What you are asked to do:
Sift the listing for lines that hold the string "first" and pull them out.

########################################

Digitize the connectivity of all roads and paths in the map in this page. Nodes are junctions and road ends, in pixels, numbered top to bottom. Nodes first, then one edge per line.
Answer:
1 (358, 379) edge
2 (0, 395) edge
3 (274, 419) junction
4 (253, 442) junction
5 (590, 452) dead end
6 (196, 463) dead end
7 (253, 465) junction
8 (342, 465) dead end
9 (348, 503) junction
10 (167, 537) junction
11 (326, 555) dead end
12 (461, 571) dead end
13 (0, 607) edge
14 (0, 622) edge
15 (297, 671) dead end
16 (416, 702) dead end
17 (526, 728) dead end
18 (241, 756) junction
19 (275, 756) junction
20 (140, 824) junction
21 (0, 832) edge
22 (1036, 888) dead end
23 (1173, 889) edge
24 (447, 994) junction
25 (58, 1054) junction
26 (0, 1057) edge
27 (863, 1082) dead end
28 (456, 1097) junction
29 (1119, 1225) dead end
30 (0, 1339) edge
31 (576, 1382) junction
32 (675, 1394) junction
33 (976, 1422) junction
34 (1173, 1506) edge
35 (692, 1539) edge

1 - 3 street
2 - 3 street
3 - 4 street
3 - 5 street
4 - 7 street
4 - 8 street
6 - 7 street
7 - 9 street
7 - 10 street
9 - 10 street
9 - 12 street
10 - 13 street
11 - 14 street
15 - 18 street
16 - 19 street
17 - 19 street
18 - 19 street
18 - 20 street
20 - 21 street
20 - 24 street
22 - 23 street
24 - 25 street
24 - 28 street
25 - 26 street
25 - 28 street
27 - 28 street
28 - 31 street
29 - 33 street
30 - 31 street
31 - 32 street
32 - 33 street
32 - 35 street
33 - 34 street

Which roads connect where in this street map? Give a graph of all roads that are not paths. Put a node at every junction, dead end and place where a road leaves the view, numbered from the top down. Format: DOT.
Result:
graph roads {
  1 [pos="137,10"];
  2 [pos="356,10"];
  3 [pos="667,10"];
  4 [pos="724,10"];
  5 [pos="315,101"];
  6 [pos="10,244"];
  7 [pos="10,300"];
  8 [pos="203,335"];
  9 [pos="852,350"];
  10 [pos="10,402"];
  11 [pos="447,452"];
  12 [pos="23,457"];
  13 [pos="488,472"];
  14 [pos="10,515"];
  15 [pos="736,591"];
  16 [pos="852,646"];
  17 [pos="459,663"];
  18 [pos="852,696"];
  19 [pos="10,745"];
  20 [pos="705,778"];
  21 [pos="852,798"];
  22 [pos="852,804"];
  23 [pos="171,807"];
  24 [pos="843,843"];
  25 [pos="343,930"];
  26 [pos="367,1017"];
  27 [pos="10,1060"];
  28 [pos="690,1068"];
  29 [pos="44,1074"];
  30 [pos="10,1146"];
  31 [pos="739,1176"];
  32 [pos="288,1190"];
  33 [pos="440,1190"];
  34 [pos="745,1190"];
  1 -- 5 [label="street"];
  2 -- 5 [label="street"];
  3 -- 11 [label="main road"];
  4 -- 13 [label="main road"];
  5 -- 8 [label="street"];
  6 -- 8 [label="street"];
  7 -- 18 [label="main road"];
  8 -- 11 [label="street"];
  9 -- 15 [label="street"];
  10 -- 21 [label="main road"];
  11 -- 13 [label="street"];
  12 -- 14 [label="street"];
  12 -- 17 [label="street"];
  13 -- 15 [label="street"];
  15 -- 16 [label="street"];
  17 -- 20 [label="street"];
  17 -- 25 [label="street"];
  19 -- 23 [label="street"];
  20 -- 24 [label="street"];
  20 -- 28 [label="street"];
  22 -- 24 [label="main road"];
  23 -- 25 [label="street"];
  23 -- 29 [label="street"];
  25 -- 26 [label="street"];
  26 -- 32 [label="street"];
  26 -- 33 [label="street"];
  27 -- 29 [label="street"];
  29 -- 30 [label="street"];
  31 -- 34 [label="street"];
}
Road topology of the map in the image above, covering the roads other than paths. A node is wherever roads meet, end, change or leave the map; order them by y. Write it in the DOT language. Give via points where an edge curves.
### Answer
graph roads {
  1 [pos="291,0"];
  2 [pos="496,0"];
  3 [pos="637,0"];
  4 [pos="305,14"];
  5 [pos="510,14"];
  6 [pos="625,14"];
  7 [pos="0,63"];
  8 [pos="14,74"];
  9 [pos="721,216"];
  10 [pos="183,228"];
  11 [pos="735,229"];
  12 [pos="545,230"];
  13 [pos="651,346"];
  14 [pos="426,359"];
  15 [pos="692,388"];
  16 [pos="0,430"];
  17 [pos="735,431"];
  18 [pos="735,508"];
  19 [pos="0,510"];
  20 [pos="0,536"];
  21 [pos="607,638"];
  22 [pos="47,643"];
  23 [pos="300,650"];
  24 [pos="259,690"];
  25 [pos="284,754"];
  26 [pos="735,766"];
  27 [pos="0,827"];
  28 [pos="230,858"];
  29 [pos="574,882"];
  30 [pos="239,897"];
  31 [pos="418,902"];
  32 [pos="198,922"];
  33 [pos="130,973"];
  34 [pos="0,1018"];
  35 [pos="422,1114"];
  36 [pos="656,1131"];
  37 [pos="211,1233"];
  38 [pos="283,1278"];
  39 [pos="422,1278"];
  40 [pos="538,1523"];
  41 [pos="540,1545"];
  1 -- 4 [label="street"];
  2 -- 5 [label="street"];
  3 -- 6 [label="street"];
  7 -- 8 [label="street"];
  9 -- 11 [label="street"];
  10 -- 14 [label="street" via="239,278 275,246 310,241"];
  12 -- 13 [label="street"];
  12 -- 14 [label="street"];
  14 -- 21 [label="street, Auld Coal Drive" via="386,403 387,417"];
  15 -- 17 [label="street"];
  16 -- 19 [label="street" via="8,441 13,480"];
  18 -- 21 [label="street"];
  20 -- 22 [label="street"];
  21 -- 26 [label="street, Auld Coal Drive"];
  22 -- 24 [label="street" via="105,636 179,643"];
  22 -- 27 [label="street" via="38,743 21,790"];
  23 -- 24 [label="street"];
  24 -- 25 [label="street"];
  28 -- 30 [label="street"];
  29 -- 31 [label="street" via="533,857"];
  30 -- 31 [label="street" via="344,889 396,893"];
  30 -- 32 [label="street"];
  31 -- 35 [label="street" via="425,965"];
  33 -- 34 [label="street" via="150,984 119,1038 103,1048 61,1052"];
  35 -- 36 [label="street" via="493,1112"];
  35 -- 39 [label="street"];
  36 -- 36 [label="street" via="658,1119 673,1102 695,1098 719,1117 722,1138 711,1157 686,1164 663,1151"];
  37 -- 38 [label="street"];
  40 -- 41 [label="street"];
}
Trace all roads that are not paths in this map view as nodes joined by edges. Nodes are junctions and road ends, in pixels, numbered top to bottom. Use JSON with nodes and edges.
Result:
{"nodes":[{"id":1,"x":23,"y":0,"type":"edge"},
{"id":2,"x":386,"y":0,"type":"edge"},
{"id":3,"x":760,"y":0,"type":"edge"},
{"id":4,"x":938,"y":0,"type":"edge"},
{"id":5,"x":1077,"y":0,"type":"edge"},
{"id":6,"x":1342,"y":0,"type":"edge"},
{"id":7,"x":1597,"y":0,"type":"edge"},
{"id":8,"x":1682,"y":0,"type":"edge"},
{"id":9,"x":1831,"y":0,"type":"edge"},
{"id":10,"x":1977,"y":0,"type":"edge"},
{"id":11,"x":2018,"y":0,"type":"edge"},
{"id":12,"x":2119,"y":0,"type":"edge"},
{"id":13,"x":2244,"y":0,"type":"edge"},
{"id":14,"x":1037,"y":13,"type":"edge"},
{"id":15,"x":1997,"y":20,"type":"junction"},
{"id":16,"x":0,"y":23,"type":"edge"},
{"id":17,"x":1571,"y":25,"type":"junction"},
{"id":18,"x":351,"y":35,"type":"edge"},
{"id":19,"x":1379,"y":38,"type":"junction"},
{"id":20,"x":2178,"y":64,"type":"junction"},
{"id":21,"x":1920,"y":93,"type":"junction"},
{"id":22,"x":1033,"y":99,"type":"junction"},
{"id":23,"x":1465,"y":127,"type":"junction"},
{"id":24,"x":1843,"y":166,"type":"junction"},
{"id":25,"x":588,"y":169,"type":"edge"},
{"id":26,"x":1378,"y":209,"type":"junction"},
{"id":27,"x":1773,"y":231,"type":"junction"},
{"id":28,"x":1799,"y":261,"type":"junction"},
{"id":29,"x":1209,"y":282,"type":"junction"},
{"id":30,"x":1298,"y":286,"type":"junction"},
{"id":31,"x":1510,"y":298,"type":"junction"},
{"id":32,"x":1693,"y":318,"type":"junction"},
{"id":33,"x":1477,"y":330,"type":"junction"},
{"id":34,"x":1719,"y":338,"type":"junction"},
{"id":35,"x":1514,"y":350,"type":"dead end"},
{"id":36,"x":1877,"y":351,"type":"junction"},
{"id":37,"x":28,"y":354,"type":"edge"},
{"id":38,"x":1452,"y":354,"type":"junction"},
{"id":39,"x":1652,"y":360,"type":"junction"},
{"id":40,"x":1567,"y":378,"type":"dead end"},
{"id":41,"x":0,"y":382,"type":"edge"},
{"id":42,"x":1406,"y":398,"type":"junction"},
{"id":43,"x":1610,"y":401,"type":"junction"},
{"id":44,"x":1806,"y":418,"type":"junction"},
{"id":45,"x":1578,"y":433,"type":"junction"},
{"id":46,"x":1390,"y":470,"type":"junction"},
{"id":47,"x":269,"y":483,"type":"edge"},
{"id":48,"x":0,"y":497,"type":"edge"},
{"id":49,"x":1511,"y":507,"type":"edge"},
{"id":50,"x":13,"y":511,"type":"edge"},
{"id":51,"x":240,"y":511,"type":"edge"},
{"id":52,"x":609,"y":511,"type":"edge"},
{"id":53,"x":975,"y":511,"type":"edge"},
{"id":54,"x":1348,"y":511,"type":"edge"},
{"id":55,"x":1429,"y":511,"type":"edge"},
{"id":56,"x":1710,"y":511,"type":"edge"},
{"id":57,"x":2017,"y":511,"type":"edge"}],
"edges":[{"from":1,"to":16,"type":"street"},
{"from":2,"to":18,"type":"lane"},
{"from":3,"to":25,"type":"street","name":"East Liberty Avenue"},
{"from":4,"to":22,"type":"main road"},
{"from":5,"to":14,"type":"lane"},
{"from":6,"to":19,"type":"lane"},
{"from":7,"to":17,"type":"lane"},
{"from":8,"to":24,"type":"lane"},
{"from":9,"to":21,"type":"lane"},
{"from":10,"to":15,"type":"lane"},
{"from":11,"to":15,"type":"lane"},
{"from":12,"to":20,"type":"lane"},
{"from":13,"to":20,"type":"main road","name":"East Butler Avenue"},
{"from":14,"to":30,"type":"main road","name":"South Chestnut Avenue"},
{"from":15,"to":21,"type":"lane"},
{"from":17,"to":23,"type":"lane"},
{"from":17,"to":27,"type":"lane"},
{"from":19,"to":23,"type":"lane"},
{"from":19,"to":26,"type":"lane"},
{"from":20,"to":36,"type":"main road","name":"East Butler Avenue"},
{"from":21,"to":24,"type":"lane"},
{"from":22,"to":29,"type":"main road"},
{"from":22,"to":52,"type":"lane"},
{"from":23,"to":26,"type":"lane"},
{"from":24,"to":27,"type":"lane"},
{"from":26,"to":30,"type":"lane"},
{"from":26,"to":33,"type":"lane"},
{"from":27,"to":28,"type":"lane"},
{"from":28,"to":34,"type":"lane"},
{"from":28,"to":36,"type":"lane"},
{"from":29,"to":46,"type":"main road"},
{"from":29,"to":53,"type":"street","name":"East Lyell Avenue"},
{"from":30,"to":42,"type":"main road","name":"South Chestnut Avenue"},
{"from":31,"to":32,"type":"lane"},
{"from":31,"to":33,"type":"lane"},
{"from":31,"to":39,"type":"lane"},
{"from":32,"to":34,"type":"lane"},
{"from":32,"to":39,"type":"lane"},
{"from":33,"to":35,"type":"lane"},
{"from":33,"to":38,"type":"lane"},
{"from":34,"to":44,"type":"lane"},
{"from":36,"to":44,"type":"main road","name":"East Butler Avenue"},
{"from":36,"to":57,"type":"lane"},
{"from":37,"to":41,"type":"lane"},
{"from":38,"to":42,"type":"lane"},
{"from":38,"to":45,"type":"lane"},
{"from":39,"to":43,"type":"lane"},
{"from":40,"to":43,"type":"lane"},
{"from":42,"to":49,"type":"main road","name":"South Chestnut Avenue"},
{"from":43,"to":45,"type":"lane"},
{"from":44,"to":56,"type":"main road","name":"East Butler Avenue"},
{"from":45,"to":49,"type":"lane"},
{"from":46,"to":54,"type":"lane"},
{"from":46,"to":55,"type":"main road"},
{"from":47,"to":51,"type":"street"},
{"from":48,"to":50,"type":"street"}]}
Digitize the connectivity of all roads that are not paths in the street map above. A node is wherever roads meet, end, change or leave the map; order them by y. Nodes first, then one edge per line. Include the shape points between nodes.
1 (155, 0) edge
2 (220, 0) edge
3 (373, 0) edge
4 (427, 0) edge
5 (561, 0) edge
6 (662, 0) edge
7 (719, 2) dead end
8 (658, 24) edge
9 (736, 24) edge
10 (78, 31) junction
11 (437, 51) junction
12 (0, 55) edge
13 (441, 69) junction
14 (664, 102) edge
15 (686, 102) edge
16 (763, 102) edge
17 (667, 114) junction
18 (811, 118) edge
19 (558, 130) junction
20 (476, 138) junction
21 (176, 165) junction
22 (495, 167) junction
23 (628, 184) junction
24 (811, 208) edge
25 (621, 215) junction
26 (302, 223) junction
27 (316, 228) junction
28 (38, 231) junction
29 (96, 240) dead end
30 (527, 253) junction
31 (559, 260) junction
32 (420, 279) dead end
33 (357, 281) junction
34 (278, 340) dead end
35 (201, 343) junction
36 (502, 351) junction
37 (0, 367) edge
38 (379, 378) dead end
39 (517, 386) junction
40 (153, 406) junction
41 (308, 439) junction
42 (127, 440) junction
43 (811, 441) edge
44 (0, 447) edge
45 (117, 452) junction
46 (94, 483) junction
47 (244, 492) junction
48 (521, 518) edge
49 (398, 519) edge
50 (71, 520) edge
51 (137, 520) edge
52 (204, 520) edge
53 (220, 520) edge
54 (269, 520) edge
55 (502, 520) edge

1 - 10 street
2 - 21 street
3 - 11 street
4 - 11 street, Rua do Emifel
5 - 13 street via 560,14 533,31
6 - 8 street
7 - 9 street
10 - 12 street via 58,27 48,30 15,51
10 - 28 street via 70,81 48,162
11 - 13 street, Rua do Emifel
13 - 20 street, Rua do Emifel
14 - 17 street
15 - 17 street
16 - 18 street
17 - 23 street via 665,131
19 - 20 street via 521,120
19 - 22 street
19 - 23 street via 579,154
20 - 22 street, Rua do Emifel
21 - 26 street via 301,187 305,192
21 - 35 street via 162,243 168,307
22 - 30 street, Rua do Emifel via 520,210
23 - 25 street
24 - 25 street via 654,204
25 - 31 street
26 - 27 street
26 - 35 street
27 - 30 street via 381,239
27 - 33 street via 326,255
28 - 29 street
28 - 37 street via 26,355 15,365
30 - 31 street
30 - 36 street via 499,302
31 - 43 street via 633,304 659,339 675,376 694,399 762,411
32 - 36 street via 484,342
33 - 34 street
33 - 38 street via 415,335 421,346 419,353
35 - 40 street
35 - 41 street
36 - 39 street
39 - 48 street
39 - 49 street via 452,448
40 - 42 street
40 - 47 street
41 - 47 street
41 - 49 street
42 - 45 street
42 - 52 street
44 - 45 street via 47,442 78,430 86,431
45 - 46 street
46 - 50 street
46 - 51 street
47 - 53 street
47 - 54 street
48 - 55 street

########################################

Problem solution:
Digitize the connectivity of all roads and paths in the map in this page. Nodes are junctions and road ends, in pixels, numbered top to bottom. Nodes first, then one edge per line.
Digitize the connectivity of all roads that are not paths in the street map above. A node is wherever roads meet, end, change or leave the map; order them by y. Nodes first, then one edge per line. Include the shape points between nodes.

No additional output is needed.